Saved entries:
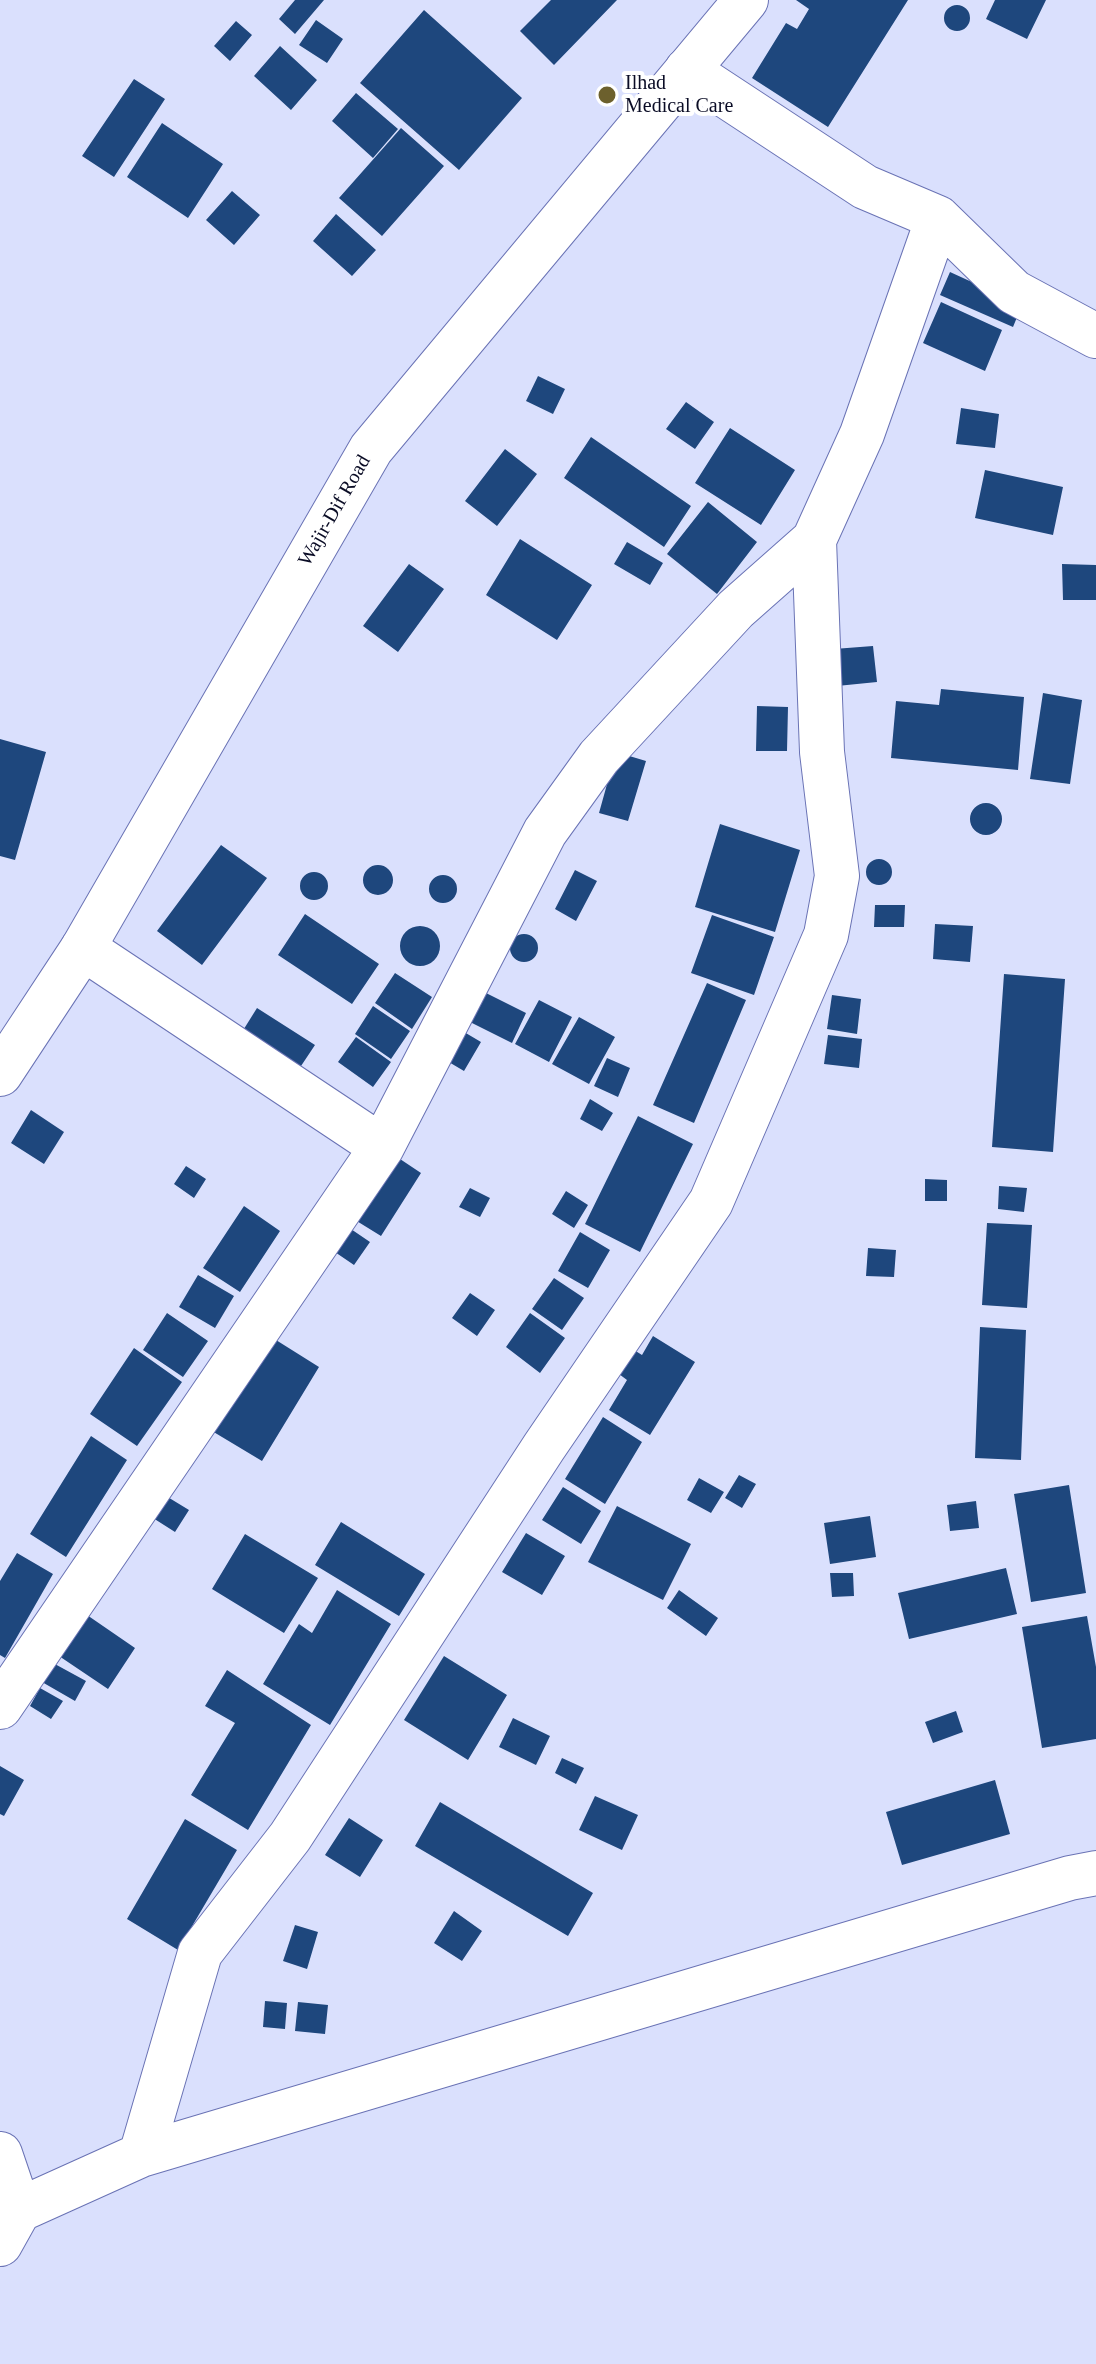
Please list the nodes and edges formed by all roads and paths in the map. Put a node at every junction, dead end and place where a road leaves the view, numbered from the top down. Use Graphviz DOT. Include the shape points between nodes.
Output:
graph roads {
  1 [pos="746,0"];
  2 [pos="687,70"];
  3 [pos="938,218"];
  4 [pos="1096,336"];
  5 [pos="814,540"];
  6 [pos="83,948"];
  7 [pos="0,1074"];
  8 [pos="382,1147"];
  9 [pos="0,1707"];
  10 [pos="1096,1873"];
  11 [pos="0,2154"];
  12 [pos="141,2155"];
  13 [pos="10,2227"];
  1 -- 2 [label="street, Wajir-Dif Road"];
  2 -- 3 [label="street" via="865,187"];
  2 -- 6 [label="street, Wajir-Dif Road" via="371,449"];
  3 -- 4 [label="street" via="1014,292"];
  3 -- 5 [label="street" via="862,434"];
  5 -- 8 [label="street" via="736,609 609,746 545,832"];
  5 -- 12 [label="street" via="822,752 837,876 826,935 711,1202 290,1837 200,1953"];
  6 -- 7 [label="street, Wajir-Dif Road"];
  6 -- 8 [label="street"];
  8 -- 9 [label="street"];
  10 -- 12 [label="street"];
  11 -- 13 [label="street"];
  12 -- 13 [label="street"];
}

# [Assigned task]
Restate it all word for word: every record, no pictures.

# [Solution to this exercise]
Please list the nodes and edges formed by all roads and paths in the map. Put a node at every junction, dead end and place where a road leaves the view, numbered from the top down. Use Graphviz DOT. Include the shape points between nodes.
Output:
graph roads {
  1 [pos="746,0"];
  2 [pos="687,70"];
  3 [pos="938,218"];
  4 [pos="1096,336"];
  5 [pos="814,540"];
  6 [pos="83,948"];
  7 [pos="0,1074"];
  8 [pos="382,1147"];
  9 [pos="0,1707"];
  10 [pos="1096,1873"];
  11 [pos="0,2154"];
  12 [pos="141,2155"];
  13 [pos="10,2227"];
  1 -- 2 [label="street, Wajir-Dif Road"];
  2 -- 3 [label="street" via="865,187"];
  2 -- 6 [label="street, Wajir-Dif Road" via="371,449"];
  3 -- 4 [label="street" via="1014,292"];
  3 -- 5 [label="street" via="862,434"];
  5 -- 8 [label="street" via="736,609 609,746 545,832"];
  5 -- 12 [label="street" via="822,752 837,876 826,935 711,1202 290,1837 200,1953"];
  6 -- 7 [label="street, Wajir-Dif Road"];
  6 -- 8 [label="street"];
  8 -- 9 [label="street"];
  10 -- 12 [label="street"];
  11 -- 13 [label="street"];
  12 -- 13 [label="street"];
}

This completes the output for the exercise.